То есть я увидел еще и метафорическую ее ипостась, другими словами, дважды ее увидел.
Мне никто не объяснил, почему бабочки летят на свет, бабочки и весь этот зеленоватый балет, который пляшет возле лампы летом, все эти длинные танцовщицы. Я открываю окно во всю ширь, чтобы они хоть случайно вылетели, я тушу лампу… Я жцу пять минут — уже как будто их нет в комнате… Куда там! Зажигаю лампу, и опять вокруг лампы хоровод сильфид, равномерно приподнимающийся и опускающийся, точно они соединены невидимым обручем, — иногда постукивающий по стеклу абажура… Почему это так? Что этот свет для них?
Ультрамариновая ваза с узким высоким горлом стоит в поле нашего зрения. Однако и не ваза, если можно увидеть чуть повыше этого синего горла и маленькую корону. Хвост еще и не раскрыт. Он раскроет его, когда захочет. Он чуть не ждет, чтобы мы попросили его раскрыть. Иногда он его вообще не раскрывает. Хвост он волочит за собой, как вязанку ветвей, довольно сухую и неказистую, причем некоторые ветви толсты — толще его синей, в блестящих синих чешуйках шеи. Он топчется на широких лапах.
Древний мир восхищался павлином. На него смотрели цари, царицы, полководцы, сенаторы. Сейчас он потерял свое значение как украшение жизни. Впрочем, в Европе его роль исполнял и сейчас исполняет лебедь. Павлин мне и меньше нравится, чем лебедь; моя европейская, более северная душа чурается павлина, с которым ей как-то жарко; какая-то мигрень души появляется, когда видишь павлина.
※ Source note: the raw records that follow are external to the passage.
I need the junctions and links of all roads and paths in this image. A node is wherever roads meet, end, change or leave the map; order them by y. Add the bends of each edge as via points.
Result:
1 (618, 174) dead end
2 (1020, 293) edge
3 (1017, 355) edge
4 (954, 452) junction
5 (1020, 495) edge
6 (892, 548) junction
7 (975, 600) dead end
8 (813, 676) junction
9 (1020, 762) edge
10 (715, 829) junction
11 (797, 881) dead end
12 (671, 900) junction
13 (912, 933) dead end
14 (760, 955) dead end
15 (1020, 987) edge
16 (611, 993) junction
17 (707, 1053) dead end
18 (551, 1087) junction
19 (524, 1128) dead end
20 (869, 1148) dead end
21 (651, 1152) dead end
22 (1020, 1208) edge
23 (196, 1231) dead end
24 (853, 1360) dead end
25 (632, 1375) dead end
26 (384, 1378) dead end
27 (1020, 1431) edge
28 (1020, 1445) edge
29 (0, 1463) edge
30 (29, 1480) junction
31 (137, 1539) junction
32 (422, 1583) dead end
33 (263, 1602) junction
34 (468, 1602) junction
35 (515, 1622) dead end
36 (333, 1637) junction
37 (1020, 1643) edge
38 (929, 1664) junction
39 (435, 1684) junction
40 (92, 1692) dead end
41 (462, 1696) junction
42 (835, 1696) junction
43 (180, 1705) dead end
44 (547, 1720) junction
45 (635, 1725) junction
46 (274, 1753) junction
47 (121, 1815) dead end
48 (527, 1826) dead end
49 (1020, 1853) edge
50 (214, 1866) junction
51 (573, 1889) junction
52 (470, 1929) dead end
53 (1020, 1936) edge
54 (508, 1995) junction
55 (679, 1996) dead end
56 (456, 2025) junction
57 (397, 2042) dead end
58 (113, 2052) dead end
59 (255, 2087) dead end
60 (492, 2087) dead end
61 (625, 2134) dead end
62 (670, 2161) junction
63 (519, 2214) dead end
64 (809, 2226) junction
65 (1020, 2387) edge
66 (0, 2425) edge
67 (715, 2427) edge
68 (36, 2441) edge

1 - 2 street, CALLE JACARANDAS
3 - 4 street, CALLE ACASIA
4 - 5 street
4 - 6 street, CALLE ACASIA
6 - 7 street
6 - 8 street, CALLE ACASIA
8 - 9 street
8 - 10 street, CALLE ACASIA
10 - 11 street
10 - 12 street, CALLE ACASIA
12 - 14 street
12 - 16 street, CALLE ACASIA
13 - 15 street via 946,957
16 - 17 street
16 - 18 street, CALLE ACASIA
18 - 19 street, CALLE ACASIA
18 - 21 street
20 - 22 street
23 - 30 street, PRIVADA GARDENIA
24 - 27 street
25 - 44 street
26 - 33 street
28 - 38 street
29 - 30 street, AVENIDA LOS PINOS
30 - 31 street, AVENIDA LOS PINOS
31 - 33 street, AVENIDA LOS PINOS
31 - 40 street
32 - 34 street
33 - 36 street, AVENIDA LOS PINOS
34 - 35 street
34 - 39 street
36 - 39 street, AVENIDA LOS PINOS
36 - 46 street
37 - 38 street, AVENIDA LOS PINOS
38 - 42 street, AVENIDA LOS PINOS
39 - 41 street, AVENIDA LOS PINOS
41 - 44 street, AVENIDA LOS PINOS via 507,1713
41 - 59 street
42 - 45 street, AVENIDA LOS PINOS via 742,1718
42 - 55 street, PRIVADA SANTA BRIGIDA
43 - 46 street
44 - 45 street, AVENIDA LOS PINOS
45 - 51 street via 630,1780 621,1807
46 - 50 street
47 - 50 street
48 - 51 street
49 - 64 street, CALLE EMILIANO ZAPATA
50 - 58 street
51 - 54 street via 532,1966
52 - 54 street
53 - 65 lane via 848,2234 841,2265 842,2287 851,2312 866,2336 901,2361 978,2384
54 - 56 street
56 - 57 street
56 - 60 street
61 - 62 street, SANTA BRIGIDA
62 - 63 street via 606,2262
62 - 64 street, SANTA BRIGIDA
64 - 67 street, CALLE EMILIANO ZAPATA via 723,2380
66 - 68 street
Павлин — это восток. Он так же гол без полумрака, без сумерек, как и здания Альгамбры, как орнамент Эль-Регис-тана, как стихи восточных поэтов, как четкие, без дыма восточные фонтаны, чьи струи скорее вызывают представление о драгоценных камнях, чем о воде. Лебедь, уплывающий в зеленоватый полумрак, где тина и ива, таинствен; павлин стоит среди солнца, ясный, покорный, жесткий, как власть деспота.